We went to Fiesole yesterday, where, among other things, we had an excellent lunch. The restaurant (part of slightly crumbling hotel) was kind of dowdy, but it has a terrace with a fabulous view toward Florence. And the meal – with great old-fashioned service including an ice bucket for our bottle of Pinot Grigio and fish knives for our sea bass – was so good. Fiesole is spectacularly situated, and we took advantage of the setting by walking the “panoramic passage,” the entire loop which might have been two miles at least, with the first half almost entirely uphill until we reached some kind of pinnacle from which all could be viewed.

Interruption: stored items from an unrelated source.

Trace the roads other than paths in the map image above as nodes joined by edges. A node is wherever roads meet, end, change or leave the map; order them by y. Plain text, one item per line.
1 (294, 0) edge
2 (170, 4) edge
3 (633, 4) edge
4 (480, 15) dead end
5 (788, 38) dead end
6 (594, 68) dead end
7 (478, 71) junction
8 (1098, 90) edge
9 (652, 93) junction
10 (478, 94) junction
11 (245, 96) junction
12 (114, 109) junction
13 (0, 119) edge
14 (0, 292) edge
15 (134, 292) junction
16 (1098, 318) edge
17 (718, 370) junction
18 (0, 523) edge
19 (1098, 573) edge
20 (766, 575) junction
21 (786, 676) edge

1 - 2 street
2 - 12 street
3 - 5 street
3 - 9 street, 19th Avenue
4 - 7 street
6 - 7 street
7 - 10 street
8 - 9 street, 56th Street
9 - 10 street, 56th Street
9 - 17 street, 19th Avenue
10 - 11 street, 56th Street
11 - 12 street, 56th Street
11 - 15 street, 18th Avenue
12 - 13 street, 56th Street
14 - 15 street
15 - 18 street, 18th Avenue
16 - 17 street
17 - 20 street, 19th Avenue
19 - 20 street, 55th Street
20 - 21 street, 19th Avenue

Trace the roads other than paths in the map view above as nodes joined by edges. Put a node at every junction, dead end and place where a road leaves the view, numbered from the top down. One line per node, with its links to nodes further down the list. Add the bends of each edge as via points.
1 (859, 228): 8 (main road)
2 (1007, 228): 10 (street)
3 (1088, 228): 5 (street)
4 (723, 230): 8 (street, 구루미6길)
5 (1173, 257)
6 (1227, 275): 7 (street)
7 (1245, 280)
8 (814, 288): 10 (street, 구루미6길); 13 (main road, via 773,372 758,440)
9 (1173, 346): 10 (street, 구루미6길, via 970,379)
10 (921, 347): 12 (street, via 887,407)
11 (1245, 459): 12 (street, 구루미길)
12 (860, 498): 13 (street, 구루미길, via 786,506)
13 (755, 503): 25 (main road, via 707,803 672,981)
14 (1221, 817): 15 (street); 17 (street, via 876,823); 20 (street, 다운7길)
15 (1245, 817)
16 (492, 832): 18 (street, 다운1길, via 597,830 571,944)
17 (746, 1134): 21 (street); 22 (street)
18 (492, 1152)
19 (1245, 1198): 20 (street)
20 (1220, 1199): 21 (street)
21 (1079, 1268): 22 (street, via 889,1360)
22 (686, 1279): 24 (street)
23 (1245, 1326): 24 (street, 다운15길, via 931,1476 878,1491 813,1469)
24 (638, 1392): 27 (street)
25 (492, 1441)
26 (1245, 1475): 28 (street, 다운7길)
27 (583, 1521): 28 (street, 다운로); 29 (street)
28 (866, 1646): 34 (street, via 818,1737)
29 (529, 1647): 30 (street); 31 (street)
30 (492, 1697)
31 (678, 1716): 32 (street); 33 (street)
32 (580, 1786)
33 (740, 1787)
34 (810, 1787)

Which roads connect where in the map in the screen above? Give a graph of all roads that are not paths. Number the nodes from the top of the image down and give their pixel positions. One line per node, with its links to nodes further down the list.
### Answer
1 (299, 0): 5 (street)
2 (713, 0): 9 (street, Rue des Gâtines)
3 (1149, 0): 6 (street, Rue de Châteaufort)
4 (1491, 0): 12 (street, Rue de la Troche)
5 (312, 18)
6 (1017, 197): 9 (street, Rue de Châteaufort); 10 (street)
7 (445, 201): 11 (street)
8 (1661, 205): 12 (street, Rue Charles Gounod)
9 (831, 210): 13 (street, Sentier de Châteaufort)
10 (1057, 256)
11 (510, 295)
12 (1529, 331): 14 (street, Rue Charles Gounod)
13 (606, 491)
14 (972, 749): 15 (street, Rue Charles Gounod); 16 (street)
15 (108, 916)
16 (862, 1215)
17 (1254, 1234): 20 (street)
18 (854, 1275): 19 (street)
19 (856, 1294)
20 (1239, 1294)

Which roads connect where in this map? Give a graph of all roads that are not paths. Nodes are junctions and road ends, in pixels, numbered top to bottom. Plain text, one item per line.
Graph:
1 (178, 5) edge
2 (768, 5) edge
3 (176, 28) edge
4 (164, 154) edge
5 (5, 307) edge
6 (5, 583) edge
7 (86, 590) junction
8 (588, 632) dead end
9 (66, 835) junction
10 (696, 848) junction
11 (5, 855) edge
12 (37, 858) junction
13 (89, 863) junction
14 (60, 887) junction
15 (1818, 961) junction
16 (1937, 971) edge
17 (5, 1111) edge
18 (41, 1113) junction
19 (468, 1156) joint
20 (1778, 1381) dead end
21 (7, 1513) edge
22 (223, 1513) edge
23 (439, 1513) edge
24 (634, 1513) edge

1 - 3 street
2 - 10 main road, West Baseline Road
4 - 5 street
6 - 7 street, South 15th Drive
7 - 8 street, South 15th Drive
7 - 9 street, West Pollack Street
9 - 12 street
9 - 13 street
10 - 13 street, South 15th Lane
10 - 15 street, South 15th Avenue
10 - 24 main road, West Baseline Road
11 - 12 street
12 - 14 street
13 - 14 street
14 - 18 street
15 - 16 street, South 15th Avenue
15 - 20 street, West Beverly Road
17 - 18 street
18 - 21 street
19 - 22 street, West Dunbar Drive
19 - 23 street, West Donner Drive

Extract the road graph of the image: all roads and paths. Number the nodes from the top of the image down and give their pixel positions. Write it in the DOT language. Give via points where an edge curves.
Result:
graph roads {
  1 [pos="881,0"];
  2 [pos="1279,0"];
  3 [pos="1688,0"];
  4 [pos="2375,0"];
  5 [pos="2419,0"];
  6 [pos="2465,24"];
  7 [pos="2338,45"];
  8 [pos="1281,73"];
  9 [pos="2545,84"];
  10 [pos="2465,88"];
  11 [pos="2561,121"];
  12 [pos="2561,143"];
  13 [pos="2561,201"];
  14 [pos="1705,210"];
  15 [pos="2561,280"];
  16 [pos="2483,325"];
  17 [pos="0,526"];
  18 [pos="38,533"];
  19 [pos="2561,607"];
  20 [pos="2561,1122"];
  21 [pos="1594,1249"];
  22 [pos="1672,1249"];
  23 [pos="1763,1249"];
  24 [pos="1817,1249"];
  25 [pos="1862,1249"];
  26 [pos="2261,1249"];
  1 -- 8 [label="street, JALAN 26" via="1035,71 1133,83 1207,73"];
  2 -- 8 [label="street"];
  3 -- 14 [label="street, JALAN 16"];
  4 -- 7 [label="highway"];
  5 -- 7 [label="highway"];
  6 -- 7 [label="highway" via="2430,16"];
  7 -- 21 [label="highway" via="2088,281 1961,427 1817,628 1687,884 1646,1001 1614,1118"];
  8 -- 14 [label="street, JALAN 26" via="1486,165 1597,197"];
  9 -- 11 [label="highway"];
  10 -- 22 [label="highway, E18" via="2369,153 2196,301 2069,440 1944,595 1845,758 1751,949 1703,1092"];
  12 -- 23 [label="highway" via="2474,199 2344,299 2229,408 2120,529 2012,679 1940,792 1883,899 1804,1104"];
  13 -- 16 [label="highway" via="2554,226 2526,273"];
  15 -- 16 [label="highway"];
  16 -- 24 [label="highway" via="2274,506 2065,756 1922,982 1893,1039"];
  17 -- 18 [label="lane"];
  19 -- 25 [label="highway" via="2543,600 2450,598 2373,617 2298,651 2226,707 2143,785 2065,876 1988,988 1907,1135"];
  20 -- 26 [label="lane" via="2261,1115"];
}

On the bus trip up to the town itself we passed a sign, small, for a footpath, wide, which ran below the road: the Via Arnold Böcklin, which reminded me that of course he’d been here. All those Tuscan cedars, those tall columnar ones…
After lunch, which we took after our “panorama walk,” we visited the archaeological site featuring Roman and Etruscan ruins. We didn’t visit the museum, though. Somehow neither one of us could face a museum, not after all the spectacular nature.
During meditation this morning, a marching band played (badly) in front of S. Maria Novella. And I slept badly during the night because of all the drunks screaming and yodeling their way across the piazza all night long, which I could hear, even though the windows were closed. So my scribblings are more than typically disjointed. Taking the train today to visit B. in her village.